Given data START

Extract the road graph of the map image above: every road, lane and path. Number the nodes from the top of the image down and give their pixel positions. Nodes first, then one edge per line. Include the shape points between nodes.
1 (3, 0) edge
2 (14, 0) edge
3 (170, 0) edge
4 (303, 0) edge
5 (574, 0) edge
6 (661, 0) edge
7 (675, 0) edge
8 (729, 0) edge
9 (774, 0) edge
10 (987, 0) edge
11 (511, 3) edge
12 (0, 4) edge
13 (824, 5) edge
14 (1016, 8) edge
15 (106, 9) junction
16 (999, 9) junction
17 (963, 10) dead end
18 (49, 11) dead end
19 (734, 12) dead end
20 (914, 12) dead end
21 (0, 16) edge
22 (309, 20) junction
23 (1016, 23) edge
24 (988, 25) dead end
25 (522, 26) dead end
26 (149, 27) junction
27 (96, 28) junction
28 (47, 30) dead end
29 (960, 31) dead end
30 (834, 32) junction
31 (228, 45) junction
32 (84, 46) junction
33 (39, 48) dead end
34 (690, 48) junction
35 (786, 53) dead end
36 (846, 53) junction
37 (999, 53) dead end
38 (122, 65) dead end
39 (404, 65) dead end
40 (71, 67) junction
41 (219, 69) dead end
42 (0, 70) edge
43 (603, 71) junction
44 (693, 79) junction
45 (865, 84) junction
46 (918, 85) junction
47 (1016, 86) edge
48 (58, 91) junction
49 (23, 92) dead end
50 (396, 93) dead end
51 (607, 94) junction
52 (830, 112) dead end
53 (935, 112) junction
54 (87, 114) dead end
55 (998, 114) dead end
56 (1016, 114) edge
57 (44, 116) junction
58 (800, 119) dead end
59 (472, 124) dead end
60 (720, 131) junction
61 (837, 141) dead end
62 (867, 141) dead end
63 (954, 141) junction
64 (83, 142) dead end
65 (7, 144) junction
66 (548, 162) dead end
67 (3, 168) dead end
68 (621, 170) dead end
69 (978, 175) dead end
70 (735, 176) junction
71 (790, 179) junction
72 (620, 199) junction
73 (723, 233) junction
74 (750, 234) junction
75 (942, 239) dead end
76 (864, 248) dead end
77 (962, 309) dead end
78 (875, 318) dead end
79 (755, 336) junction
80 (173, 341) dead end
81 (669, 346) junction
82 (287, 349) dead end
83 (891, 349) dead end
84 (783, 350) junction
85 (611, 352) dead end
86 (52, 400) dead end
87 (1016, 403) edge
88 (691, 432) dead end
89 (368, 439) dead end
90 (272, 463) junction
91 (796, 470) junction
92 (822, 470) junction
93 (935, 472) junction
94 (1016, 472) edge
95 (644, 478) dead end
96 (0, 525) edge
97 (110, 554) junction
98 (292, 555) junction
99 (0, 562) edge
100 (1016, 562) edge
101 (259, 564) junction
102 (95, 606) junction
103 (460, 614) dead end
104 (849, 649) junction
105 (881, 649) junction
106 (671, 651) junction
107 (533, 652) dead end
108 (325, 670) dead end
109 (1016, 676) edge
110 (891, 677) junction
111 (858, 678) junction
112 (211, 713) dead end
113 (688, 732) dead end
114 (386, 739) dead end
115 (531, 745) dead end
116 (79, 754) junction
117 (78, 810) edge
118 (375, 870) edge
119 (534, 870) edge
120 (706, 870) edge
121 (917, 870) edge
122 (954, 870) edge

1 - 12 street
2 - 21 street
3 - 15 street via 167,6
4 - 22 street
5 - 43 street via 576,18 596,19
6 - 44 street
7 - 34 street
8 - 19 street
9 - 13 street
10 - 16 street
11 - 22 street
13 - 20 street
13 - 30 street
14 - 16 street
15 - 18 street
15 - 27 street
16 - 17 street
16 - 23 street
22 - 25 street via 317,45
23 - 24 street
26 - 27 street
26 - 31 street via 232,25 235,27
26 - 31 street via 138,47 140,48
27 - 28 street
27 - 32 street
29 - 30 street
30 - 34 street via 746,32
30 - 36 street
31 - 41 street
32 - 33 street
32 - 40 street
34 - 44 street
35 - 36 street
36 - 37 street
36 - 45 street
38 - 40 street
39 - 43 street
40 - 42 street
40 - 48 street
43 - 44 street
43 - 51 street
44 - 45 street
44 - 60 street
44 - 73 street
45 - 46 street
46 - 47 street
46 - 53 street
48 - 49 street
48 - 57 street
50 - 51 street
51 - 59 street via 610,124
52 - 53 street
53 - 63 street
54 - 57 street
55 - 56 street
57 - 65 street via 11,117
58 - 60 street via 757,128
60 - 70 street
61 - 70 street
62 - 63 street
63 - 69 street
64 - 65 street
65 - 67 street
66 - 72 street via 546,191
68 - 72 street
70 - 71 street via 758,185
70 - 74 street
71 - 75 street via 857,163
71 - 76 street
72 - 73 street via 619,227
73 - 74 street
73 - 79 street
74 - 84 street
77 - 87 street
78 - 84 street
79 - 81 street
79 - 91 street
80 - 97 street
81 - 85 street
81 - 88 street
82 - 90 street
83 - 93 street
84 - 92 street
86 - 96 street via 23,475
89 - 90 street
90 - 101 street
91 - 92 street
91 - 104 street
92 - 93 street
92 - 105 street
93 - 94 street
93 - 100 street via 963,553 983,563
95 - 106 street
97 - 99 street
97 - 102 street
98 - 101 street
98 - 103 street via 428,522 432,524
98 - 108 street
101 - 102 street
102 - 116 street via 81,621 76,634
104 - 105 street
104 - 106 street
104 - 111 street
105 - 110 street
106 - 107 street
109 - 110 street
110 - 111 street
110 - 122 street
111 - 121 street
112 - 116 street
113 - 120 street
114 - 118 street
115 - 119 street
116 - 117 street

Given data END

- [Your instructions]: Reproduce the data above exactly, leaving nothing out.

- [Solved problem]:
Extract the road graph of the map image above: every road, lane and path. Number the nodes from the top of the image down and give their pixel positions. Nodes first, then one edge per line. Include the shape points between nodes.
1 (3, 0) edge
2 (14, 0) edge
3 (170, 0) edge
4 (303, 0) edge
5 (574, 0) edge
6 (661, 0) edge
7 (675, 0) edge
8 (729, 0) edge
9 (774, 0) edge
10 (987, 0) edge
11 (511, 3) edge
12 (0, 4) edge
13 (824, 5) edge
14 (1016, 8) edge
15 (106, 9) junction
16 (999, 9) junction
17 (963, 10) dead end
18 (49, 11) dead end
19 (734, 12) dead end
20 (914, 12) dead end
21 (0, 16) edge
22 (309, 20) junction
23 (1016, 23) edge
24 (988, 25) dead end
25 (522, 26) dead end
26 (149, 27) junction
27 (96, 28) junction
28 (47, 30) dead end
29 (960, 31) dead end
30 (834, 32) junction
31 (228, 45) junction
32 (84, 46) junction
33 (39, 48) dead end
34 (690, 48) junction
35 (786, 53) dead end
36 (846, 53) junction
37 (999, 53) dead end
38 (122, 65) dead end
39 (404, 65) dead end
40 (71, 67) junction
41 (219, 69) dead end
42 (0, 70) edge
43 (603, 71) junction
44 (693, 79) junction
45 (865, 84) junction
46 (918, 85) junction
47 (1016, 86) edge
48 (58, 91) junction
49 (23, 92) dead end
50 (396, 93) dead end
51 (607, 94) junction
52 (830, 112) dead end
53 (935, 112) junction
54 (87, 114) dead end
55 (998, 114) dead end
56 (1016, 114) edge
57 (44, 116) junction
58 (800, 119) dead end
59 (472, 124) dead end
60 (720, 131) junction
61 (837, 141) dead end
62 (867, 141) dead end
63 (954, 141) junction
64 (83, 142) dead end
65 (7, 144) junction
66 (548, 162) dead end
67 (3, 168) dead end
68 (621, 170) dead end
69 (978, 175) dead end
70 (735, 176) junction
71 (790, 179) junction
72 (620, 199) junction
73 (723, 233) junction
74 (750, 234) junction
75 (942, 239) dead end
76 (864, 248) dead end
77 (962, 309) dead end
78 (875, 318) dead end
79 (755, 336) junction
80 (173, 341) dead end
81 (669, 346) junction
82 (287, 349) dead end
83 (891, 349) dead end
84 (783, 350) junction
85 (611, 352) dead end
86 (52, 400) dead end
87 (1016, 403) edge
88 (691, 432) dead end
89 (368, 439) dead end
90 (272, 463) junction
91 (796, 470) junction
92 (822, 470) junction
93 (935, 472) junction
94 (1016, 472) edge
95 (644, 478) dead end
96 (0, 525) edge
97 (110, 554) junction
98 (292, 555) junction
99 (0, 562) edge
100 (1016, 562) edge
101 (259, 564) junction
102 (95, 606) junction
103 (460, 614) dead end
104 (849, 649) junction
105 (881, 649) junction
106 (671, 651) junction
107 (533, 652) dead end
108 (325, 670) dead end
109 (1016, 676) edge
110 (891, 677) junction
111 (858, 678) junction
112 (211, 713) dead end
113 (688, 732) dead end
114 (386, 739) dead end
115 (531, 745) dead end
116 (79, 754) junction
117 (78, 810) edge
118 (375, 870) edge
119 (534, 870) edge
120 (706, 870) edge
121 (917, 870) edge
122 (954, 870) edge

1 - 12 street
2 - 21 street
3 - 15 street via 167,6
4 - 22 street
5 - 43 street via 576,18 596,19
6 - 44 street
7 - 34 street
8 - 19 street
9 - 13 street
10 - 16 street
11 - 22 street
13 - 20 street
13 - 30 street
14 - 16 street
15 - 18 street
15 - 27 street
16 - 17 street
16 - 23 street
22 - 25 street via 317,45
23 - 24 street
26 - 27 street
26 - 31 street via 232,25 235,27
26 - 31 street via 138,47 140,48
27 - 28 street
27 - 32 street
29 - 30 street
30 - 34 street via 746,32
30 - 36 street
31 - 41 street
32 - 33 street
32 - 40 street
34 - 44 street
35 - 36 street
36 - 37 street
36 - 45 street
38 - 40 street
39 - 43 street
40 - 42 street
40 - 48 street
43 - 44 street
43 - 51 street
44 - 45 street
44 - 60 street
44 - 73 street
45 - 46 street
46 - 47 street
46 - 53 street
48 - 49 street
48 - 57 street
50 - 51 street
51 - 59 street via 610,124
52 - 53 street
53 - 63 street
54 - 57 street
55 - 56 street
57 - 65 street via 11,117
58 - 60 street via 757,128
60 - 70 street
61 - 70 street
62 - 63 street
63 - 69 street
64 - 65 street
65 - 67 street
66 - 72 street via 546,191
68 - 72 street
70 - 71 street via 758,185
70 - 74 street
71 - 75 street via 857,163
71 - 76 street
72 - 73 street via 619,227
73 - 74 street
73 - 79 street
74 - 84 street
77 - 87 street
78 - 84 street
79 - 81 street
79 - 91 street
80 - 97 street
81 - 85 street
81 - 88 street
82 - 90 street
83 - 93 street
84 - 92 street
86 - 96 street via 23,475
89 - 90 street
90 - 101 street
91 - 92 street
91 - 104 street
92 - 93 street
92 - 105 street
93 - 94 street
93 - 100 street via 963,553 983,563
95 - 106 street
97 - 99 street
97 - 102 street
98 - 101 street
98 - 103 street via 428,522 432,524
98 - 108 street
101 - 102 street
102 - 116 street via 81,621 76,634
104 - 105 street
104 - 106 street
104 - 111 street
105 - 110 street
106 - 107 street
109 - 110 street
110 - 111 street
110 - 122 street
111 - 121 street
112 - 116 street
113 - 120 street
114 - 118 street
115 - 119 street
116 - 117 street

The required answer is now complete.